---------- Data for review

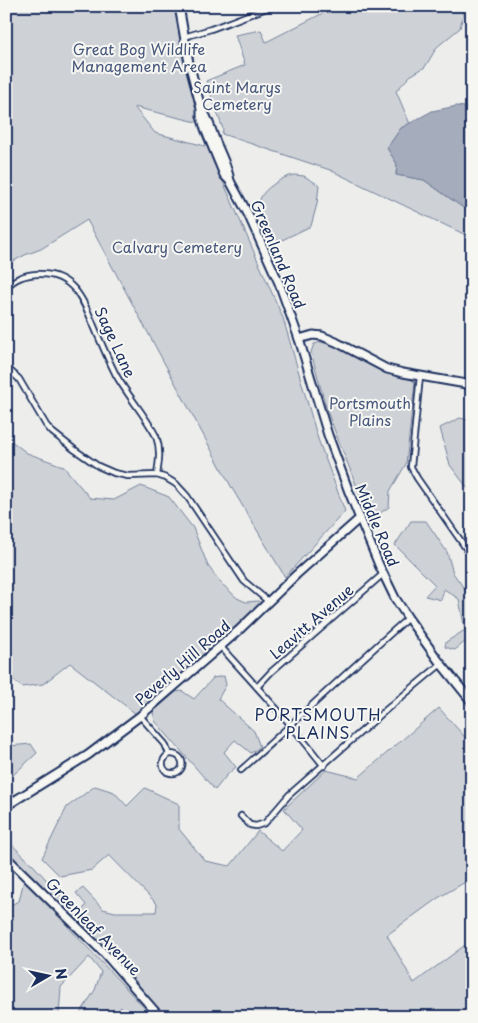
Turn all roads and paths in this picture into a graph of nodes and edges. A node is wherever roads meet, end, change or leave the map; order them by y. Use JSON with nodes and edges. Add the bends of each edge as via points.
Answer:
{"nodes":[{"id":1,"x":179,"y":6,"type":"edge"},
{"id":2,"x":272,"y":6,"type":"edge"},
{"id":3,"x":261,"y":8,"type":"edge"},
{"id":4,"x":184,"y":37,"type":"junction"},
{"id":5,"x":6,"y":287,"type":"edge"},
{"id":6,"x":299,"y":338,"type":"junction"},
{"id":7,"x":6,"y":367,"type":"edge"},
{"id":8,"x":420,"y":376,"type":"junction"},
{"id":9,"x":472,"y":386,"type":"edge"},
{"id":10,"x":157,"y":475,"type":"junction"},
{"id":11,"x":360,"y":518,"type":"junction"},
{"id":12,"x":472,"y":557,"type":"edge"},
{"id":13,"x":383,"y":574,"type":"junction"},
{"id":14,"x":269,"y":602,"type":"junction"},
{"id":15,"x":408,"y":618,"type":"junction"},
{"id":16,"x":220,"y":646,"type":"junction"},
{"id":17,"x":441,"y":664,"type":"junction"},
{"id":18,"x":257,"y":687,"type":"junction"},
{"id":19,"x":472,"y":702,"type":"edge"},
{"id":20,"x":140,"y":716,"type":"junction"},
{"id":21,"x":291,"y":725,"type":"junction"},
{"id":22,"x":169,"y":754,"type":"junction"},
{"id":23,"x":324,"y":766,"type":"junction"},
{"id":24,"x":241,"y":770,"type":"dead end"},
{"id":25,"x":6,"y":806,"type":"edge"},
{"id":26,"x":241,"y":816,"type":"dead end"},
{"id":27,"x":6,"y":856,"type":"edge"},
{"id":28,"x":160,"y":1017,"type":"edge"}],
"edges":[{"from":1,"to":4,"type":"street","name":"Greenland Road"},
{"from":2,"to":3,"type":"street"},
{"from":3,"to":4,"type":"street"},
{"from":4,"to":6,"type":"street","name":"Greenland Road","via":[[201,116],[270,262]]},
{"from":5,"to":10,"type":"street","name":"Sage Lane","via":[[22,276],[44,274],[54,275],[74,287],[83,300],[117,377],[156,436],[160,455]]},
{"from":6,"to":8,"type":"street","via":[[327,338],[386,369]]},
{"from":6,"to":11,"type":"street","name":"Middle Road","via":[[328,435]]},
{"from":7,"to":10,"type":"street","via":[[19,379],[46,426],[75,450],[114,474]]},
{"from":8,"to":9,"type":"street"},
{"from":8,"to":12,"type":"street","via":[[411,467]]},
{"from":10,"to":14,"type":"street","via":[[181,489],[244,581]]},
{"from":11,"to":13,"type":"street","name":"Middle Road"},
{"from":11,"to":14,"type":"street","name":"Peverly Hill Road"},
{"from":13,"to":15,"type":"street","name":"Middle Road"},
{"from":13,"to":18,"type":"street","name":"Leavitt Avenue"},
{"from":14,"to":16,"type":"street","name":"Peverly Hill Road"},
{"from":15,"to":17,"type":"street","name":"Middle Road"},
{"from":15,"to":21,"type":"street"},
{"from":16,"to":18,"type":"street"},
{"from":16,"to":20,"type":"street","name":"Peverly Hill Road"},
{"from":17,"to":19,"type":"street","name":"Middle Road"},
{"from":17,"to":23,"type":"street"},
{"from":18,"to":21,"type":"street"},
{"from":20,"to":22,"type":"street","via":[[165,744]]},
{"from":20,"to":25,"type":"street","name":"Peverly Hill Road","via":[[88,755]]},
{"from":21,"to":23,"type":"street"},
{"from":21,"to":24,"type":"street"},
{"from":22,"to":22,"type":"street","via":[[178,755],[182,761],[182,768],[175,774],[167,772],[162,764]]},
{"from":23,"to":26,"type":"street","via":[[289,795],[265,823],[250,825]]},
{"from":27,"to":28,"type":"street","name":"Greenleaf Avenue","via":[[104,953]]}]}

--------------------

Exactly as written, give the entries above again, with no images.

» **Solution to the problem**:
Turn all roads and paths in this picture into a graph of nodes and edges. A node is wherever roads meet, end, change or leave the map; order them by y. Use JSON with nodes and edges. Add the bends of each edge as via points.
Answer:
{"nodes":[{"id":1,"x":179,"y":6,"type":"edge"},
{"id":2,"x":272,"y":6,"type":"edge"},
{"id":3,"x":261,"y":8,"type":"edge"},
{"id":4,"x":184,"y":37,"type":"junction"},
{"id":5,"x":6,"y":287,"type":"edge"},
{"id":6,"x":299,"y":338,"type":"junction"},
{"id":7,"x":6,"y":367,"type":"edge"},
{"id":8,"x":420,"y":376,"type":"junction"},
{"id":9,"x":472,"y":386,"type":"edge"},
{"id":10,"x":157,"y":475,"type":"junction"},
{"id":11,"x":360,"y":518,"type":"junction"},
{"id":12,"x":472,"y":557,"type":"edge"},
{"id":13,"x":383,"y":574,"type":"junction"},
{"id":14,"x":269,"y":602,"type":"junction"},
{"id":15,"x":408,"y":618,"type":"junction"},
{"id":16,"x":220,"y":646,"type":"junction"},
{"id":17,"x":441,"y":664,"type":"junction"},
{"id":18,"x":257,"y":687,"type":"junction"},
{"id":19,"x":472,"y":702,"type":"edge"},
{"id":20,"x":140,"y":716,"type":"junction"},
{"id":21,"x":291,"y":725,"type":"junction"},
{"id":22,"x":169,"y":754,"type":"junction"},
{"id":23,"x":324,"y":766,"type":"junction"},
{"id":24,"x":241,"y":770,"type":"dead end"},
{"id":25,"x":6,"y":806,"type":"edge"},
{"id":26,"x":241,"y":816,"type":"dead end"},
{"id":27,"x":6,"y":856,"type":"edge"},
{"id":28,"x":160,"y":1017,"type":"edge"}],
"edges":[{"from":1,"to":4,"type":"street","name":"Greenland Road"},
{"from":2,"to":3,"type":"street"},
{"from":3,"to":4,"type":"street"},
{"from":4,"to":6,"type":"street","name":"Greenland Road","via":[[201,116],[270,262]]},
{"from":5,"to":10,"type":"street","name":"Sage Lane","via":[[22,276],[44,274],[54,275],[74,287],[83,300],[117,377],[156,436],[160,455]]},
{"from":6,"to":8,"type":"street","via":[[327,338],[386,369]]},
{"from":6,"to":11,"type":"street","name":"Middle Road","via":[[328,435]]},
{"from":7,"to":10,"type":"street","via":[[19,379],[46,426],[75,450],[114,474]]},
{"from":8,"to":9,"type":"street"},
{"from":8,"to":12,"type":"street","via":[[411,467]]},
{"from":10,"to":14,"type":"street","via":[[181,489],[244,581]]},
{"from":11,"to":13,"type":"street","name":"Middle Road"},
{"from":11,"to":14,"type":"street","name":"Peverly Hill Road"},
{"from":13,"to":15,"type":"street","name":"Middle Road"},
{"from":13,"to":18,"type":"street","name":"Leavitt Avenue"},
{"from":14,"to":16,"type":"street","name":"Peverly Hill Road"},
{"from":15,"to":17,"type":"street","name":"Middle Road"},
{"from":15,"to":21,"type":"street"},
{"from":16,"to":18,"type":"street"},
{"from":16,"to":20,"type":"street","name":"Peverly Hill Road"},
{"from":17,"to":19,"type":"street","name":"Middle Road"},
{"from":17,"to":23,"type":"street"},
{"from":18,"to":21,"type":"street"},
{"from":20,"to":22,"type":"street","via":[[165,744]]},
{"from":20,"to":25,"type":"street","name":"Peverly Hill Road","via":[[88,755]]},
{"from":21,"to":23,"type":"street"},
{"from":21,"to":24,"type":"street"},
{"from":22,"to":22,"type":"street","via":[[178,755],[182,761],[182,768],[175,774],[167,772],[162,764]]},
{"from":23,"to":26,"type":"street","via":[[289,795],[265,823],[250,825]]},
{"from":27,"to":28,"type":"street","name":"Greenleaf Avenue","via":[[104,953]]}]}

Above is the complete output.